Try it – Among the entries below, find the lines with "roads" and copy them.

________________________________________

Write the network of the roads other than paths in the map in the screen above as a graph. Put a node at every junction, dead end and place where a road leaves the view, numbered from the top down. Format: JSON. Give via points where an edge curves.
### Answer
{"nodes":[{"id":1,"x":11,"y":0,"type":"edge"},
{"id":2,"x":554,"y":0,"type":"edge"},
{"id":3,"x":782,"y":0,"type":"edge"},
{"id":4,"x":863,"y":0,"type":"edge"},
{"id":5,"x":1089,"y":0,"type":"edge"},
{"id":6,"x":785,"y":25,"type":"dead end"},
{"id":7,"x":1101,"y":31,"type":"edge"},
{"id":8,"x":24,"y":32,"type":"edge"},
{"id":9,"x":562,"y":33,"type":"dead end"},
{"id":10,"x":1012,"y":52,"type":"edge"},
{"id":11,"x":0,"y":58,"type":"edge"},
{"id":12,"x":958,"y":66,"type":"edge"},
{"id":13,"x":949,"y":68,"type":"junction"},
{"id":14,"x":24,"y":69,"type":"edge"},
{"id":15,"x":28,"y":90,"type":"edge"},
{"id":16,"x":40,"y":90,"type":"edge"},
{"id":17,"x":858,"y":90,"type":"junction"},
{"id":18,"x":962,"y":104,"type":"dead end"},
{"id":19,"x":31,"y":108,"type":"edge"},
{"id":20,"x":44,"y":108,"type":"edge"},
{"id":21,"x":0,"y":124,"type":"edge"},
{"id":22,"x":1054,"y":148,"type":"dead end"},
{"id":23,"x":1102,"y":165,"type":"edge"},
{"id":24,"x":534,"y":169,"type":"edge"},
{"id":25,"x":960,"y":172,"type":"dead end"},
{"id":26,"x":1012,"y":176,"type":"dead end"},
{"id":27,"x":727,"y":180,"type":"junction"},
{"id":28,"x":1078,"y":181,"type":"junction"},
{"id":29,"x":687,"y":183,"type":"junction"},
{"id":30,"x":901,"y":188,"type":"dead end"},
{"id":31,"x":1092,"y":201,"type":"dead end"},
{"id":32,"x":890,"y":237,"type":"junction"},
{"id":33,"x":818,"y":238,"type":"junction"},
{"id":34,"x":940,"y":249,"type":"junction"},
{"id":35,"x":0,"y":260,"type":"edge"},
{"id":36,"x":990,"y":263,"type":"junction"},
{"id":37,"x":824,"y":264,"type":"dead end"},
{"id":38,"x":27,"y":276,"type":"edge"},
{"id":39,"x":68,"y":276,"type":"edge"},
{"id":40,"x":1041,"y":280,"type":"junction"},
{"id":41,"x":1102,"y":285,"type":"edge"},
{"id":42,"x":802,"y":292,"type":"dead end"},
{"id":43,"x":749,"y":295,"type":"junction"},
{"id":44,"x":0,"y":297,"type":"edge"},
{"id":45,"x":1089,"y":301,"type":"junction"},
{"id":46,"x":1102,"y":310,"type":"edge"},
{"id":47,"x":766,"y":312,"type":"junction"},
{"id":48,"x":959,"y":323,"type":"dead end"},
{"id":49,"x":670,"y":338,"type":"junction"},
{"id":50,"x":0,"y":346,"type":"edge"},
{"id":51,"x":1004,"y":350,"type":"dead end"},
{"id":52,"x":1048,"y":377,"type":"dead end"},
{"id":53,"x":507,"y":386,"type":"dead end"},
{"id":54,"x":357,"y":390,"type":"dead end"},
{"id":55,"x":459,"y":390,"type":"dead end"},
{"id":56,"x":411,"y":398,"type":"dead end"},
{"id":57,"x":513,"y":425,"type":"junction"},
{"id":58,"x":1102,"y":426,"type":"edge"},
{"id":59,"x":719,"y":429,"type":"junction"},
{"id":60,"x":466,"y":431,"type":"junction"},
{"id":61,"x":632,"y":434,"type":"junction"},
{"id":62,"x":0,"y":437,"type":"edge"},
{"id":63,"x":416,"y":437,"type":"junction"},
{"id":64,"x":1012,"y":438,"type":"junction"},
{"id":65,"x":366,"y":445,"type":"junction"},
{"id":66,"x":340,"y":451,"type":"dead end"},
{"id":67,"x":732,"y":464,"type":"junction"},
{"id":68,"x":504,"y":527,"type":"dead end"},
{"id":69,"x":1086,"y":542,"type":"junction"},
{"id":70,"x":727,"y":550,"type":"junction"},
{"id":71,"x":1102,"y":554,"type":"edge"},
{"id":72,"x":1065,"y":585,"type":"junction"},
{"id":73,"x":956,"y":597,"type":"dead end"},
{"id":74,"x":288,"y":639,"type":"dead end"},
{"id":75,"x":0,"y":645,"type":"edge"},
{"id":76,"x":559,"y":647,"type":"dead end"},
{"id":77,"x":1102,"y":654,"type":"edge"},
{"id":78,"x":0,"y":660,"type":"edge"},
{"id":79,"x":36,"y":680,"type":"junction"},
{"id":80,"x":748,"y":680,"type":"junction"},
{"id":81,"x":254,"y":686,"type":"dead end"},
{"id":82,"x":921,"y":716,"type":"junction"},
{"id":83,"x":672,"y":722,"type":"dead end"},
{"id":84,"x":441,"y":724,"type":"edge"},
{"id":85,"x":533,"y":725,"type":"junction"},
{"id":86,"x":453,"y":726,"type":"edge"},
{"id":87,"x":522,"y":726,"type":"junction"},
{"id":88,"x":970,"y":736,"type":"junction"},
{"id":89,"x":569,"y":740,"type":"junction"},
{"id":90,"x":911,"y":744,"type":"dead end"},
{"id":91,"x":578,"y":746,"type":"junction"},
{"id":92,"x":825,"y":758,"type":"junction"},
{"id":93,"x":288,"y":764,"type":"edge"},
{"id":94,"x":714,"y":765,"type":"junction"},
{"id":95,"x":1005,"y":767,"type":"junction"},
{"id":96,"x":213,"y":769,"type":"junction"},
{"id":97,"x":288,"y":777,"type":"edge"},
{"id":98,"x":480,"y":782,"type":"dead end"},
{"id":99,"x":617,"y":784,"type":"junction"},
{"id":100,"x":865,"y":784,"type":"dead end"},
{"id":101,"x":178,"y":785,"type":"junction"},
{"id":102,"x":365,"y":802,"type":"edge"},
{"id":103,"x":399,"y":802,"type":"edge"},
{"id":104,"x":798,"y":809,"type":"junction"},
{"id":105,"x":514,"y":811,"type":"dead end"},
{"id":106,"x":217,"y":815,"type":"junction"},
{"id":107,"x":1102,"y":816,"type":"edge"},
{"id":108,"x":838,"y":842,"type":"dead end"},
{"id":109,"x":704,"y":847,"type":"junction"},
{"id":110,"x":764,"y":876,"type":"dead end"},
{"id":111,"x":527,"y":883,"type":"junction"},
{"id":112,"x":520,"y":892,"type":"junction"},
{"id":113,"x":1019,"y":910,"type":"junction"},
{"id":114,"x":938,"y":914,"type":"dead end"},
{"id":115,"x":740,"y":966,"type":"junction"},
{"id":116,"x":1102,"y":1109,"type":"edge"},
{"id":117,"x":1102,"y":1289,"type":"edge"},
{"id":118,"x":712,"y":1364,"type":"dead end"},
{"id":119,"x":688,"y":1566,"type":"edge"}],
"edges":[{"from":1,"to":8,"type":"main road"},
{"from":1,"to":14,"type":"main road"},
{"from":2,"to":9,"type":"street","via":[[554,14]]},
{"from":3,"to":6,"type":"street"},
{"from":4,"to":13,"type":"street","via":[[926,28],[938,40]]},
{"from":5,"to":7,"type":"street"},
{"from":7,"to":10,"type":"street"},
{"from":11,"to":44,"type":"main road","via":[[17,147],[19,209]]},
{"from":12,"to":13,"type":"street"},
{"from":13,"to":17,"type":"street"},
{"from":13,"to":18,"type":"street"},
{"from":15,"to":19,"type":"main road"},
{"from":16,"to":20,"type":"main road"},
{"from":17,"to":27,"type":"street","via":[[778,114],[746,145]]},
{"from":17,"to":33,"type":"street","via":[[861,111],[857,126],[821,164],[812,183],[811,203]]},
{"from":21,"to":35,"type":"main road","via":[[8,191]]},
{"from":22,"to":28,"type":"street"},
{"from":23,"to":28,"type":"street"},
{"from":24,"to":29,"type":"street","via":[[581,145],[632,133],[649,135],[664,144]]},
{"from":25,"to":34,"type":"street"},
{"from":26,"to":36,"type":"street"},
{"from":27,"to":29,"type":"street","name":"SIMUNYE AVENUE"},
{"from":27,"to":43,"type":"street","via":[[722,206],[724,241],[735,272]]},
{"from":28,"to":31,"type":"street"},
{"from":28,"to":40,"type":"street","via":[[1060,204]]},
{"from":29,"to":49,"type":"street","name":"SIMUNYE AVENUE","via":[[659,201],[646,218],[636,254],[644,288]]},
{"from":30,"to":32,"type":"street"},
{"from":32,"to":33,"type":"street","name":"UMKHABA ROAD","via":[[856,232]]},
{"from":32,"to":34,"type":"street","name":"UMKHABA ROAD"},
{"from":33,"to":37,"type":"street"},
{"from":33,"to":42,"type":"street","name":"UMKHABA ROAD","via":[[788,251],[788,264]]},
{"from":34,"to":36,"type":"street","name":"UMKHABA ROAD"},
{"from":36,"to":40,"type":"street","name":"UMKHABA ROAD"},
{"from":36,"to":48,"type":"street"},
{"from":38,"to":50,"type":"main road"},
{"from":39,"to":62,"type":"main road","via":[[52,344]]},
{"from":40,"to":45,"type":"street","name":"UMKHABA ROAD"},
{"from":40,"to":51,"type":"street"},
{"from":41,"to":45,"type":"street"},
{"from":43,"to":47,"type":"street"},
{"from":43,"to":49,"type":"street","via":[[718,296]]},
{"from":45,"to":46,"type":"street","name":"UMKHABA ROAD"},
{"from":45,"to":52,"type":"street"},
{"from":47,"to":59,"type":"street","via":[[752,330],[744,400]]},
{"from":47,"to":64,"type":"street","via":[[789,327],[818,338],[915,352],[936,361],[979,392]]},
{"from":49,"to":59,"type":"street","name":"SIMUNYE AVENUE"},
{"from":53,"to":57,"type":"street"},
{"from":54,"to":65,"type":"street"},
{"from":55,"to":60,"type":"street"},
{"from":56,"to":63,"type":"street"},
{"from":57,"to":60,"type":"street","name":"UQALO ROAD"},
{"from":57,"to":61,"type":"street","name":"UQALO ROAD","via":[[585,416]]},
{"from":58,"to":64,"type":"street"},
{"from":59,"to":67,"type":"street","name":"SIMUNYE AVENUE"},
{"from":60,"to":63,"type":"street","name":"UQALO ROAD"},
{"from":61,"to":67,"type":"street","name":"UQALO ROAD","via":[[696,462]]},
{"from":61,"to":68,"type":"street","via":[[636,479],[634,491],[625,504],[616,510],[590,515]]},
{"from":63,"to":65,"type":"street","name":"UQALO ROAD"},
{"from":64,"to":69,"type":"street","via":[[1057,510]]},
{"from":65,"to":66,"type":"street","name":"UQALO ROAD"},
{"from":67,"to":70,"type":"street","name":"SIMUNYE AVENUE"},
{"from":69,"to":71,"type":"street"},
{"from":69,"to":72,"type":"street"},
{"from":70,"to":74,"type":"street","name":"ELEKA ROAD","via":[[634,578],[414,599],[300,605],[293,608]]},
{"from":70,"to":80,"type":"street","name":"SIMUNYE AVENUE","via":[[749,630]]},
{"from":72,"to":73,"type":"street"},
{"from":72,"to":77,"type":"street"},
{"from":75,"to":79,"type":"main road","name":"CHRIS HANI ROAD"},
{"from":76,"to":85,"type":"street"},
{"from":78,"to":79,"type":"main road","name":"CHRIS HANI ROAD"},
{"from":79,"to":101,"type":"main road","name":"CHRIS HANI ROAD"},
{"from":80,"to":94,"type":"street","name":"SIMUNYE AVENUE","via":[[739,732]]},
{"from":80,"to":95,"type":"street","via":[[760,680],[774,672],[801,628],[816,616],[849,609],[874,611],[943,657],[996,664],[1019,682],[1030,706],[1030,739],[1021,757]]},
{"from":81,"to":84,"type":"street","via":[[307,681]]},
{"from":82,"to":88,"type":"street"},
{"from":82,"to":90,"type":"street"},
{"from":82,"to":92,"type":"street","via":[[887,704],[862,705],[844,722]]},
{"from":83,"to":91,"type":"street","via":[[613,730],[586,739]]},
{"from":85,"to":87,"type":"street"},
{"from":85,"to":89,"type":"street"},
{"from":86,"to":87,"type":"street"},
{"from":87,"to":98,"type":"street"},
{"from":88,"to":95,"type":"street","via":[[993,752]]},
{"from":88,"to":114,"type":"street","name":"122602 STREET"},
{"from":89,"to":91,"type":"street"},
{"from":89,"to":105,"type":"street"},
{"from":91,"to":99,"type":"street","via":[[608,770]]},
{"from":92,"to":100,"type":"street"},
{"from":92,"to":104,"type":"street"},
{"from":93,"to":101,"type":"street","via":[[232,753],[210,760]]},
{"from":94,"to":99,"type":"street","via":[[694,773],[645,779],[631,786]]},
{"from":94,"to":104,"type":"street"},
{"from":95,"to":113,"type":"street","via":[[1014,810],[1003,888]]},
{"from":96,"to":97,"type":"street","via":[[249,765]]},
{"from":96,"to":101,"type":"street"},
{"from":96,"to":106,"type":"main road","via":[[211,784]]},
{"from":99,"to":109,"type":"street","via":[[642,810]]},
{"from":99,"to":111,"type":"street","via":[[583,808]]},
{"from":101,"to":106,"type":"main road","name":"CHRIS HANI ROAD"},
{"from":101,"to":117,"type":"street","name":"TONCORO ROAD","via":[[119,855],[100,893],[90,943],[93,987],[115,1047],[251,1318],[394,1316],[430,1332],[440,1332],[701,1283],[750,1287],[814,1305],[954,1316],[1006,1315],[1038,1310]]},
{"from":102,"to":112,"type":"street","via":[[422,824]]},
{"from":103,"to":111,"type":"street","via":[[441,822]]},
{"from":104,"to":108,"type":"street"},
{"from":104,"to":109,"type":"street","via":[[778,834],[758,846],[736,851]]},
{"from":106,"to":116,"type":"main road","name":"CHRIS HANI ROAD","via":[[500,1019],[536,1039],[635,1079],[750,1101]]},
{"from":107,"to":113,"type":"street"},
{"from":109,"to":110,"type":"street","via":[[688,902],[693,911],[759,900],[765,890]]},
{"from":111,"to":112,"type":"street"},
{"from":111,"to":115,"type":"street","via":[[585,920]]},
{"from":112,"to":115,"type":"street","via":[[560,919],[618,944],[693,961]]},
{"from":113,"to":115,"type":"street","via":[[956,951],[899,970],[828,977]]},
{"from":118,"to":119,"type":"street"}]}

________________________________________

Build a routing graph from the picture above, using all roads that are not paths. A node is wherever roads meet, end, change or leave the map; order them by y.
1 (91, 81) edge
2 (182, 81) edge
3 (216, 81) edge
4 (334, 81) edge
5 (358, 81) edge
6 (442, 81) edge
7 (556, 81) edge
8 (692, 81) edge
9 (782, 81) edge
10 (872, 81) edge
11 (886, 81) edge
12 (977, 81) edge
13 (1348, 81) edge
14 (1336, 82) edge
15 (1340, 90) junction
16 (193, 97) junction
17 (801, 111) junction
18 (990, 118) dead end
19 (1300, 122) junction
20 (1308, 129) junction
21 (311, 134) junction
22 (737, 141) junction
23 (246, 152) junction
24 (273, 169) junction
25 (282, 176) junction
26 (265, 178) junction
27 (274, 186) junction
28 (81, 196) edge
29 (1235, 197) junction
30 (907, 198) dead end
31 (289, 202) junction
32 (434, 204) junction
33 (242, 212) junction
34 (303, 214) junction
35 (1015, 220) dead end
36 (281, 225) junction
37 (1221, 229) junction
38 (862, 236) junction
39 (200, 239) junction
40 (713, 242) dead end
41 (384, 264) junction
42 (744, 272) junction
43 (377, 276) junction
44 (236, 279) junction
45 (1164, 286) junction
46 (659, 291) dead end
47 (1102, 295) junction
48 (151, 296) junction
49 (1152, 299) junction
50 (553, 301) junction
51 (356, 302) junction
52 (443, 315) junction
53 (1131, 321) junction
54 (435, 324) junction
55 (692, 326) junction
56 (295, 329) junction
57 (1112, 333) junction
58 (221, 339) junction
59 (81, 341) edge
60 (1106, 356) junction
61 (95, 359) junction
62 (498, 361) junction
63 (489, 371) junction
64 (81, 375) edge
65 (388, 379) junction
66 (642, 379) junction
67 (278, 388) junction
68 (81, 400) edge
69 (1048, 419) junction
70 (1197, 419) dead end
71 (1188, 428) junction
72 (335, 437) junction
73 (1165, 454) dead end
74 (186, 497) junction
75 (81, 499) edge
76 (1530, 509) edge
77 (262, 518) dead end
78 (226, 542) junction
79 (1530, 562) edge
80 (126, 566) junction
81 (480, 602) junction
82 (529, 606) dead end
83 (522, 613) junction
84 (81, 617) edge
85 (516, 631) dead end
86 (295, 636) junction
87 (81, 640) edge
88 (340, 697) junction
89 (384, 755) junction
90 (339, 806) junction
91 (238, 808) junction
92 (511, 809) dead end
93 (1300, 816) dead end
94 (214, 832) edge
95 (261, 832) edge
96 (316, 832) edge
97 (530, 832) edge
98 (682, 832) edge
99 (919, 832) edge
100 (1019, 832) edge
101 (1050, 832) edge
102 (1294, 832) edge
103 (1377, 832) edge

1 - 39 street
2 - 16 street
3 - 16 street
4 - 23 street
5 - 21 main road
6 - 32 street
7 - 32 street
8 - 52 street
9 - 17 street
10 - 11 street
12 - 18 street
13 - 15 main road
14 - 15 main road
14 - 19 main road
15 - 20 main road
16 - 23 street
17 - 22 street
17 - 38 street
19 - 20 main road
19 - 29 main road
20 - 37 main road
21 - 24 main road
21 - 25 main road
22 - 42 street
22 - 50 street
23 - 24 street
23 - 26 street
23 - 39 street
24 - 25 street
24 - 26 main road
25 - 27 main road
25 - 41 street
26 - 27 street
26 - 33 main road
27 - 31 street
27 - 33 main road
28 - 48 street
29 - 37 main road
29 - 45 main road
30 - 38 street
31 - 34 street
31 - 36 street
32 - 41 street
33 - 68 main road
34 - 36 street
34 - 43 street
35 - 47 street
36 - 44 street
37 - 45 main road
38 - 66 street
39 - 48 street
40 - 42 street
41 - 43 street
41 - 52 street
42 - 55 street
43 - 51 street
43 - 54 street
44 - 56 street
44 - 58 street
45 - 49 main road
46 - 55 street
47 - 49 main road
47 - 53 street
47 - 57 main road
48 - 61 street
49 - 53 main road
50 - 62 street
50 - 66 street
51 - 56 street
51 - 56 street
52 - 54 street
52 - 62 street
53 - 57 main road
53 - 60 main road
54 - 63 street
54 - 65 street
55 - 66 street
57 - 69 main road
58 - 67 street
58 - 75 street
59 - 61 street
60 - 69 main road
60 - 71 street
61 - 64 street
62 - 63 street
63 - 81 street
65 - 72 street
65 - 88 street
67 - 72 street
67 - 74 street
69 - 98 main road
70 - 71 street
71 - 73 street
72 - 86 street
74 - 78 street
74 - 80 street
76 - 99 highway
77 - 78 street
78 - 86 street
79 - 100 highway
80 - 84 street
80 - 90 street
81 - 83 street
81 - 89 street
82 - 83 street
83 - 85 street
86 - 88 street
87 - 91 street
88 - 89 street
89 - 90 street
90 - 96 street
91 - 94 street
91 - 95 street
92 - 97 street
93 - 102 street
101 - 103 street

________________________________________

Solved exercise –
Write the network of the roads other than paths in the map in the screen above as a graph. Put a node at every junction, dead end and place where a road leaves the view, numbered from the top down. Format: JSON. Give via points where an edge curves.
Build a routing graph from the picture above, using all roads that are not paths. A node is wherever roads meet, end, change or leave the map; order them by y.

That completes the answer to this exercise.